[DATA FOR REVIEW Boundary: Start]

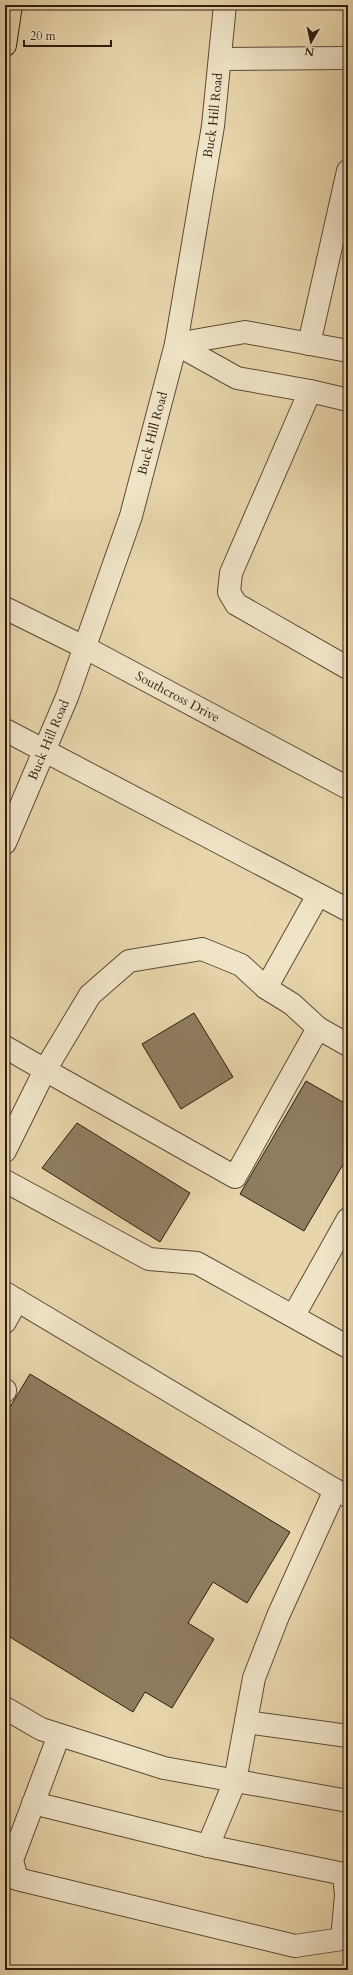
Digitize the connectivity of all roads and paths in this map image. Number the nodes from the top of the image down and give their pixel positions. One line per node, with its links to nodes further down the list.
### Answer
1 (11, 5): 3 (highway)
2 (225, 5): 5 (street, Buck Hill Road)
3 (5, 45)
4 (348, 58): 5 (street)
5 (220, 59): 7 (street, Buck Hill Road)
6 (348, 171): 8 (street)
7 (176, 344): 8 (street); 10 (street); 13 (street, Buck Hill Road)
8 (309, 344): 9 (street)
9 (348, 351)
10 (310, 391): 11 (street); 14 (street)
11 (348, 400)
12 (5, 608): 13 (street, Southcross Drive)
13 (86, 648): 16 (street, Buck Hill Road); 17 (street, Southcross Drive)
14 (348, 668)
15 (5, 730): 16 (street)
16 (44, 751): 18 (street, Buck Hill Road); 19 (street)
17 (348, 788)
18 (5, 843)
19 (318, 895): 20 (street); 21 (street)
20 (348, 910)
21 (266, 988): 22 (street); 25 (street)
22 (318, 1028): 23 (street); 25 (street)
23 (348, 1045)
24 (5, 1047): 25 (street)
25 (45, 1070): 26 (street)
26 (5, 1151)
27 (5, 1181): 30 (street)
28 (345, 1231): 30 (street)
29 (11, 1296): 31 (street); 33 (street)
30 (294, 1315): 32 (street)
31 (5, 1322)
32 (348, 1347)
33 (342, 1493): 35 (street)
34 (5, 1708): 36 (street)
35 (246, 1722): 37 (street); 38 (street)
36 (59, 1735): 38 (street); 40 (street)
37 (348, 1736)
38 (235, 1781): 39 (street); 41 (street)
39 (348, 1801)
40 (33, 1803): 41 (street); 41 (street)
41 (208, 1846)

[DATA FOR REVIEW Boundary: End]

#### EXERCISE AIM:
Reproduce every record exactly; images stay out.

#### SOLUTION TO THE EXERCISE:
Digitize the connectivity of all roads and paths in this map image. Number the nodes from the top of the image down and give their pixel positions. One line per node, with its links to nodes further down the list.
### Answer
1 (11, 5): 3 (highway)
2 (225, 5): 5 (street, Buck Hill Road)
3 (5, 45)
4 (348, 58): 5 (street)
5 (220, 59): 7 (street, Buck Hill Road)
6 (348, 171): 8 (street)
7 (176, 344): 8 (street); 10 (street); 13 (street, Buck Hill Road)
8 (309, 344): 9 (street)
9 (348, 351)
10 (310, 391): 11 (street); 14 (street)
11 (348, 400)
12 (5, 608): 13 (street, Southcross Drive)
13 (86, 648): 16 (street, Buck Hill Road); 17 (street, Southcross Drive)
14 (348, 668)
15 (5, 730): 16 (street)
16 (44, 751): 18 (street, Buck Hill Road); 19 (street)
17 (348, 788)
18 (5, 843)
19 (318, 895): 20 (street); 21 (street)
20 (348, 910)
21 (266, 988): 22 (street); 25 (street)
22 (318, 1028): 23 (street); 25 (street)
23 (348, 1045)
24 (5, 1047): 25 (street)
25 (45, 1070): 26 (street)
26 (5, 1151)
27 (5, 1181): 30 (street)
28 (345, 1231): 30 (street)
29 (11, 1296): 31 (street); 33 (street)
30 (294, 1315): 32 (street)
31 (5, 1322)
32 (348, 1347)
33 (342, 1493): 35 (street)
34 (5, 1708): 36 (street)
35 (246, 1722): 37 (street); 38 (street)
36 (59, 1735): 38 (street); 40 (street)
37 (348, 1736)
38 (235, 1781): 39 (street); 41 (street)
39 (348, 1801)
40 (33, 1803): 41 (street); 41 (street)
41 (208, 1846)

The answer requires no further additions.